Paper
25 October 2004 Evaluation of the on-sky performance of Altair
Author Affiliations +
Abstract
In this paper we evaluate the on-sky performance of Altair, the facility adaptive optics instrument at the Gemini North telescope. We describe the method for doing this on-sky evaluation, which includes: 1) the choice of suitable stellar fields for PSF observations that must cover a range of guide star magnitudes and angular separations from the guide star; 2) the observation strategy and data reduction pipeline; and 3) the PSF database from which the performance results are queried. The database stores observatory system parameters and performance observations such as FWHM, Strehl, encircled energy, wave front sensor flux, as well as coherence length (ro) and outer scale (Lo) of the turbulence measured in closed loop and therefore coincident with the focal plane observations of the telescope.

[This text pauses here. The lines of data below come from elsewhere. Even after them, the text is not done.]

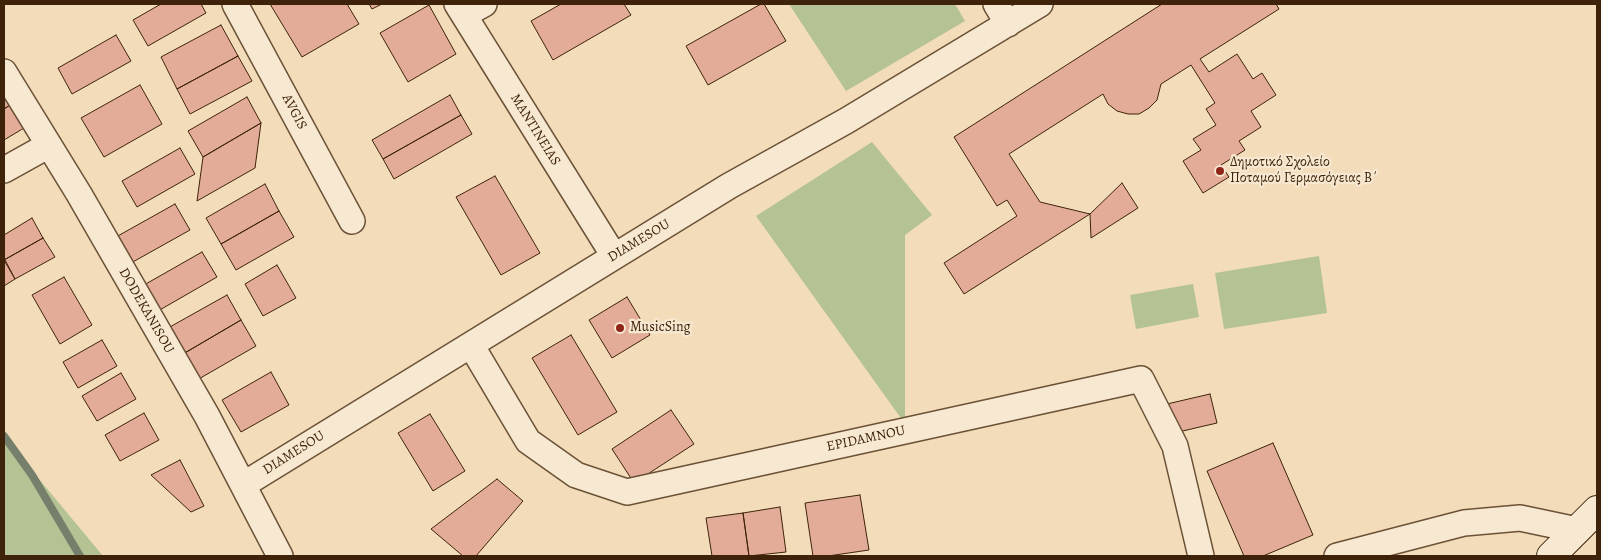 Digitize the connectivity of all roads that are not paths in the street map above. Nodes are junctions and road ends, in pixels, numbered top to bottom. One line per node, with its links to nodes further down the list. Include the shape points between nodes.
1 (235, 4): 8 (street, AVGIS)
2 (1040, 4): 4 (street, DIAMESOU)
3 (468, 8): 9 (street, MANTINEIAS)
4 (1002, 14): 9 (street, DIAMESOU, via 846,121 729,186)
5 (4, 72): 6 (street, DODEKANISOU)
6 (49, 146): 7 (street); 11 (street, DODEKANISOU, via 202,407)
7 (4, 170)
8 (352, 221)
9 (614, 256): 10 (street, DIAMESOU)
10 (472, 345): 11 (street, DIAMESOU); 15 (street, EPIDAMNOU, via 528,441 576,475 627,492 1141,379 1175,446)
11 (242, 485): 14 (street, DODEKANISOU)
12 (1597, 510): 13 (main road)
13 (1583, 540): 16 (street, via 1520,518 1464,523); 17 (main road)
14 (280, 556)
15 (1201, 556)
16 (1337, 556)
17 (1552, 556) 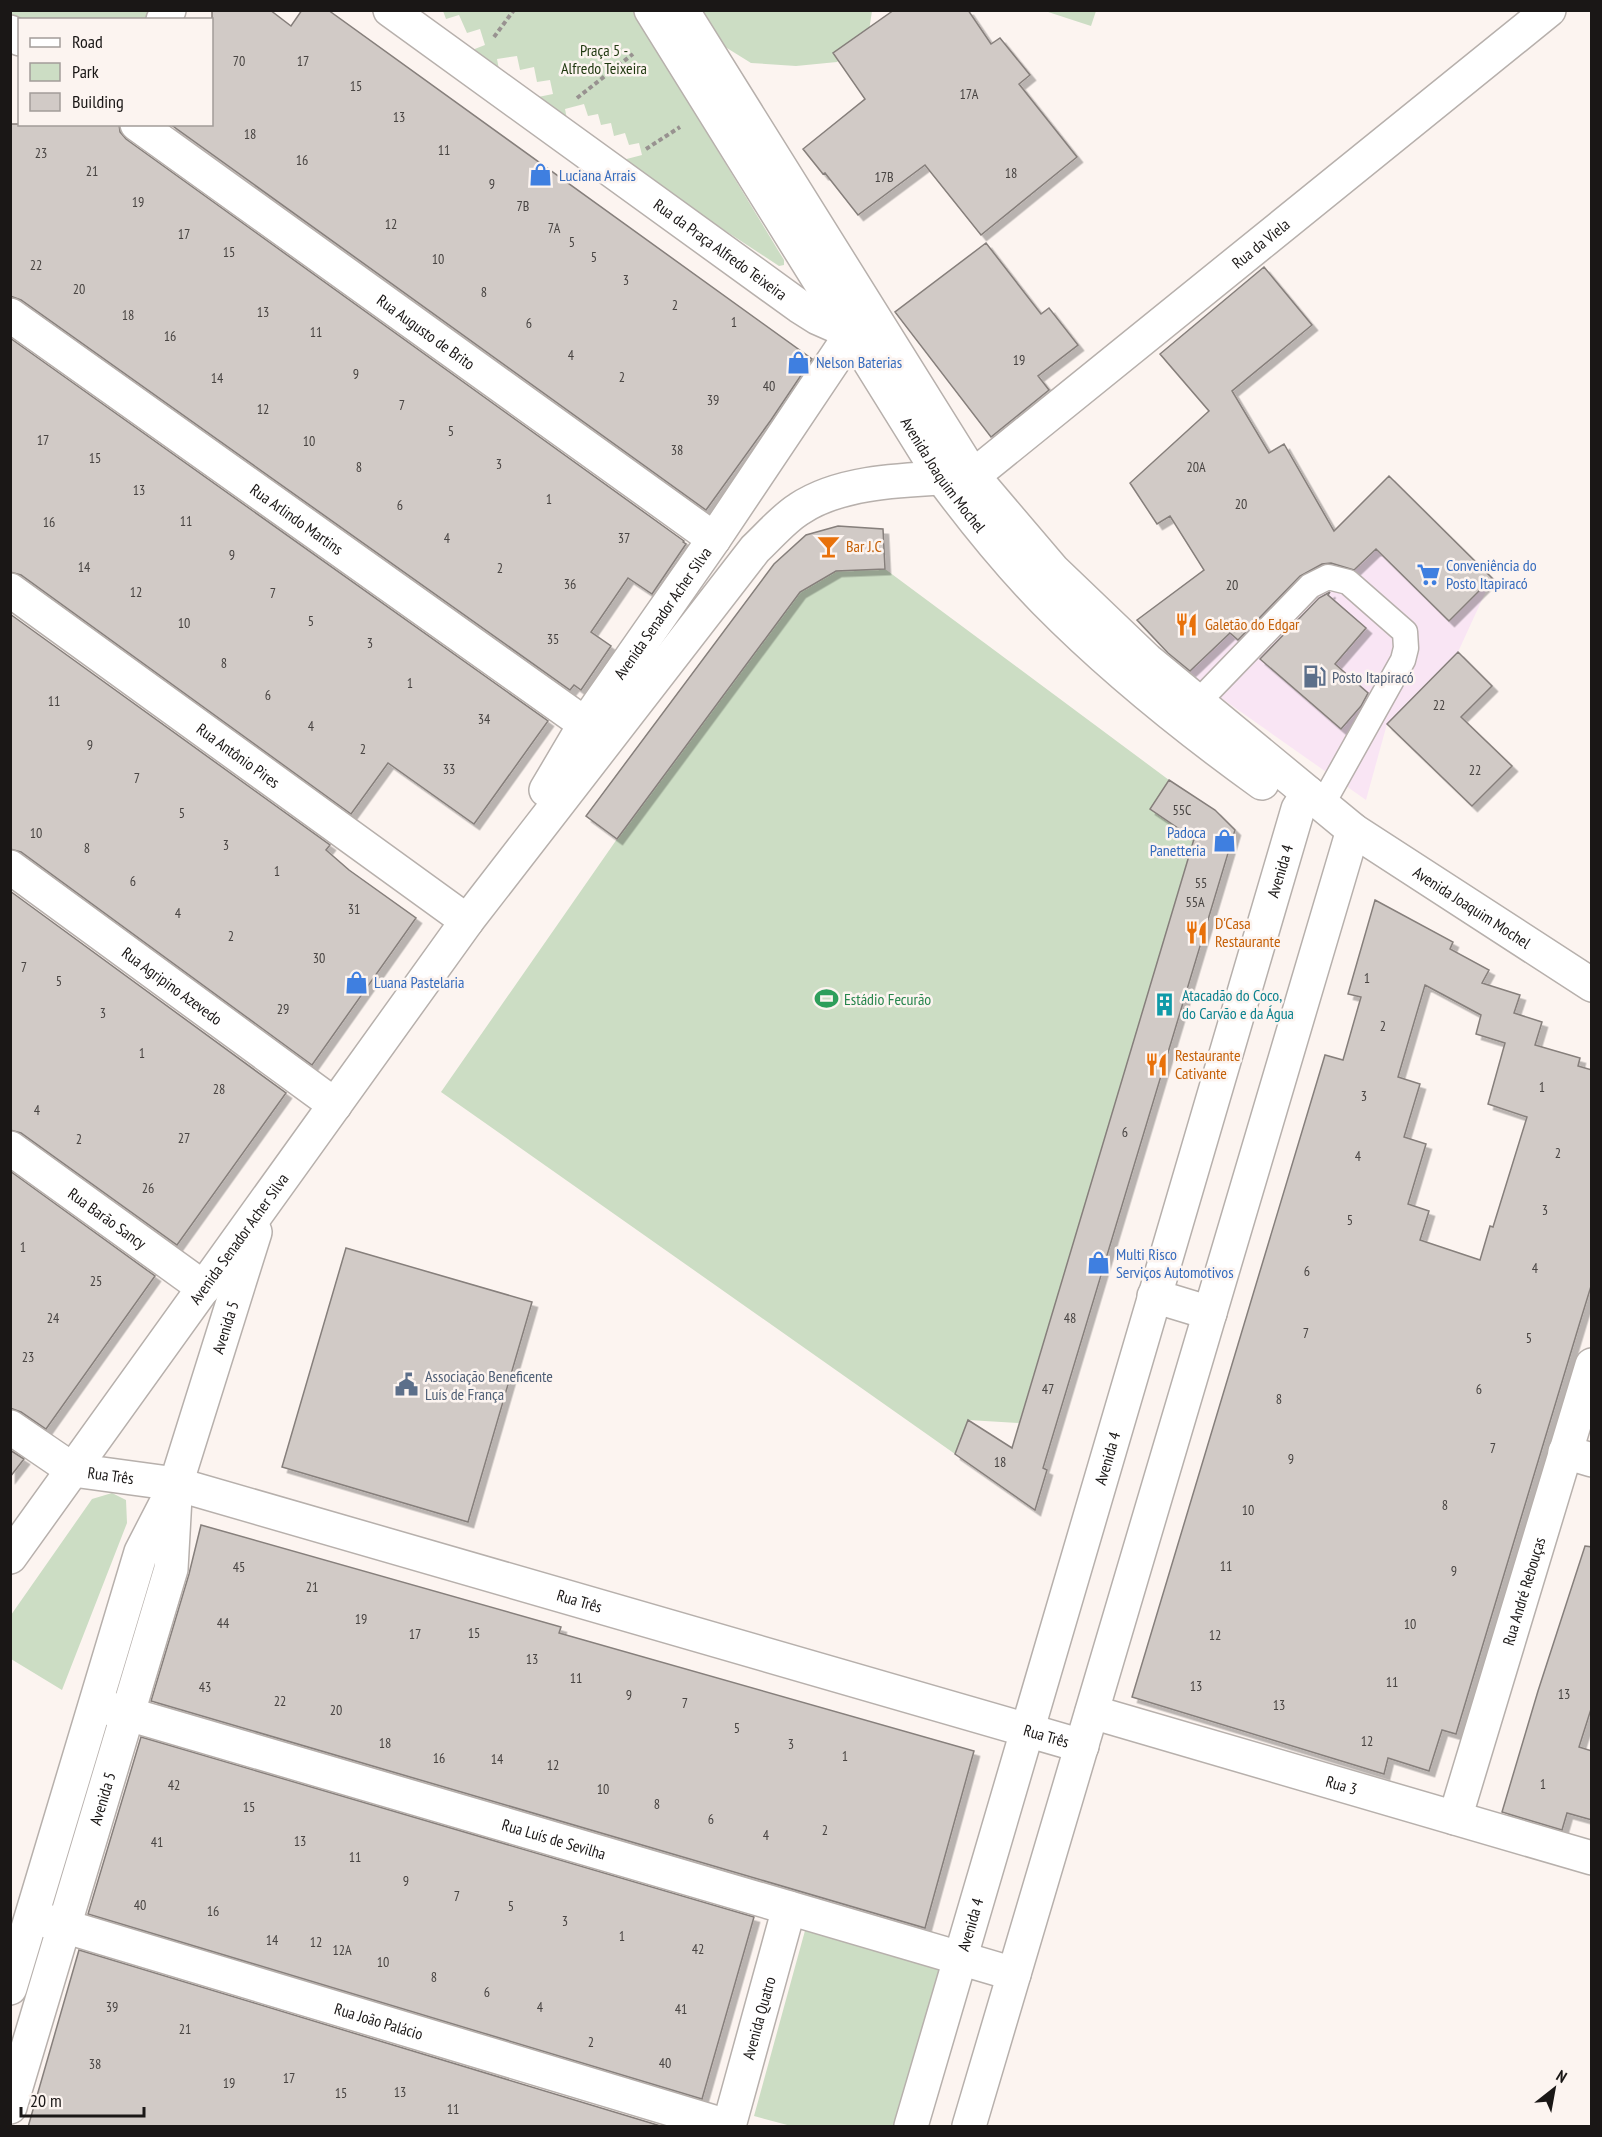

From the database we derive 20 to 24% Noll efficiency of the system and an estimated distribution of effective turbulence height above the summit to be 3.3 ± 0.6km. The performance evaluation strategy used on Altair is quite general and could be used for other adaptive optics systems.
© (2004) COPYRIGHT Society of Photo-Optical Instrumentation Engineers (SPIE). Downloading of the abstract is permitted for personal use only.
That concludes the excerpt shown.